All lines containing the string "бульвар" must be copied from the entries.

Collected data:

════════════════

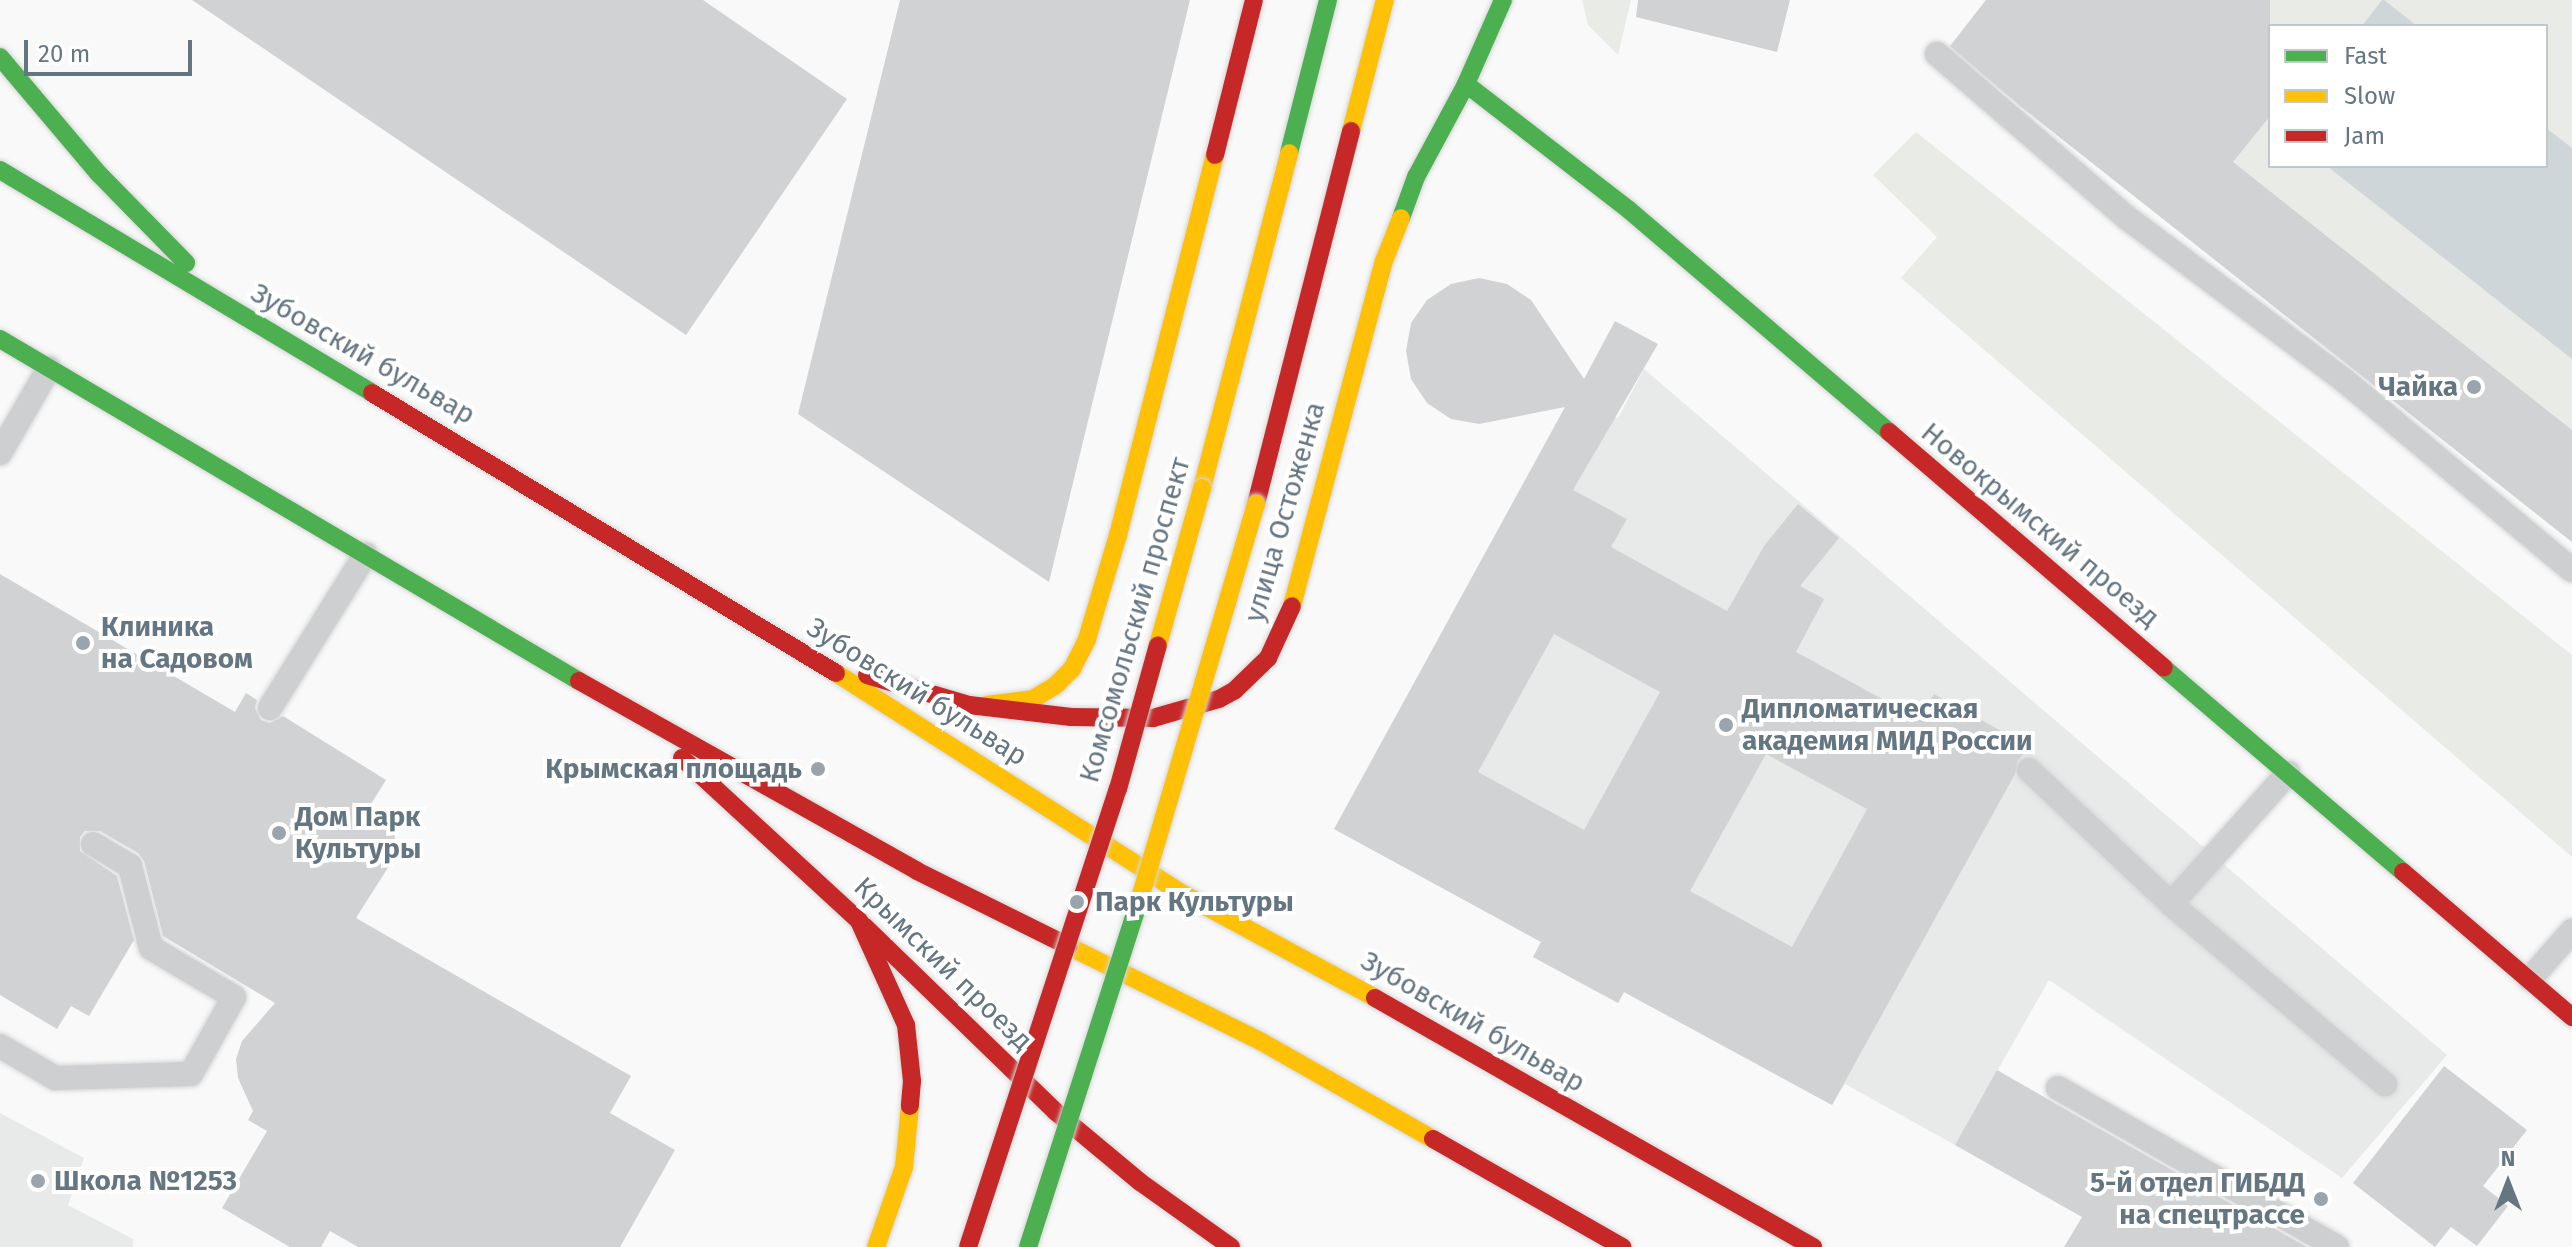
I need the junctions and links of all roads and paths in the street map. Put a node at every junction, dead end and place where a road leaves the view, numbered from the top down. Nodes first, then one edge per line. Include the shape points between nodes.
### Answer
1 (1254, 0) edge
2 (1328, 0) edge
3 (1385, 0) edge
4 (1503, 0) edge
5 (1937, 54) dead end
6 (0, 57) edge
7 (1466, 84) junction
8 (0, 170) edge
9 (229, 308) junction
10 (0, 339) edge
11 (49, 368) junction
12 (0, 453) edge
13 (366, 554) junction
14 (2572, 570) edge
15 (791, 644) junction
16 (969, 705) junction
17 (270, 708) dead end
18 (628, 708) junction
19 (2029, 770) dead end
20 (2288, 773) junction
21 (93, 844) dead end
22 (2171, 904) junction
23 (859, 921) junction
24 (2572, 931) edge
25 (2530, 979) junction
26 (2572, 1017) edge
27 (0, 1046) edge
28 (2385, 1084) dead end
29 (2058, 1088) dead end
30 (876, 1247) edge
31 (968, 1247) edge
32 (1028, 1247) edge
33 (1231, 1247) edge
34 (1622, 1247) edge
35 (1813, 1247) edge
36 (2337, 1247) edge

1 - 16 main road via 1087,639 1072,669 1033,699
2 - 31 main road, Комсомольский проспект, bridge via 1118,789
3 - 32 main road, bridge via 1244,548 1172,798
4 - 7 main road, улица Остоженка
5 - 14 lane via 2126,217 2345,381
6 - 9 main road via 98,173
7 - 16 main road, улица Остоженка via 1416,177 1384,261 1299,586 1268,658 1219,699 1153,718 1071,717
7 - 20 main road, Новокрымский проезд via 1587,175
8 - 9 main road, Зубовский бульвар
9 - 15 main road, Зубовский бульвар
10 - 11 main road
11 - 12 lane
11 - 13 main road
13 - 17 lane
13 - 18 main road
15 - 16 main road, улица Остоженка via 888,683
15 - 35 main road, Зубовский бульвар via 1183,894
18 - 23 main road, Крымский проезд
18 - 34 main road via 917,871 1262,1042
19 - 22 lane
20 - 22 lane
20 - 25 main road, Новокрымский проезд
21 - 27 lane via 130,866 151,948 234,997 191,1074 55,1078
22 - 28 lane
23 - 30 main road via 906,1025 912,1081 904,1167
23 - 33 main road, Крымский проезд via 1056,1112 1140,1182
24 - 25 lane
25 - 26 main road, Новокрымский проезд
29 - 36 lane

════════════════

• _SOLVED PROBLEM_:
8 - 9 main road, Зубовский бульвар
9 - 15 main road, Зубовский бульвар
15 - 35 main road, Зубовский бульвар via 1183,894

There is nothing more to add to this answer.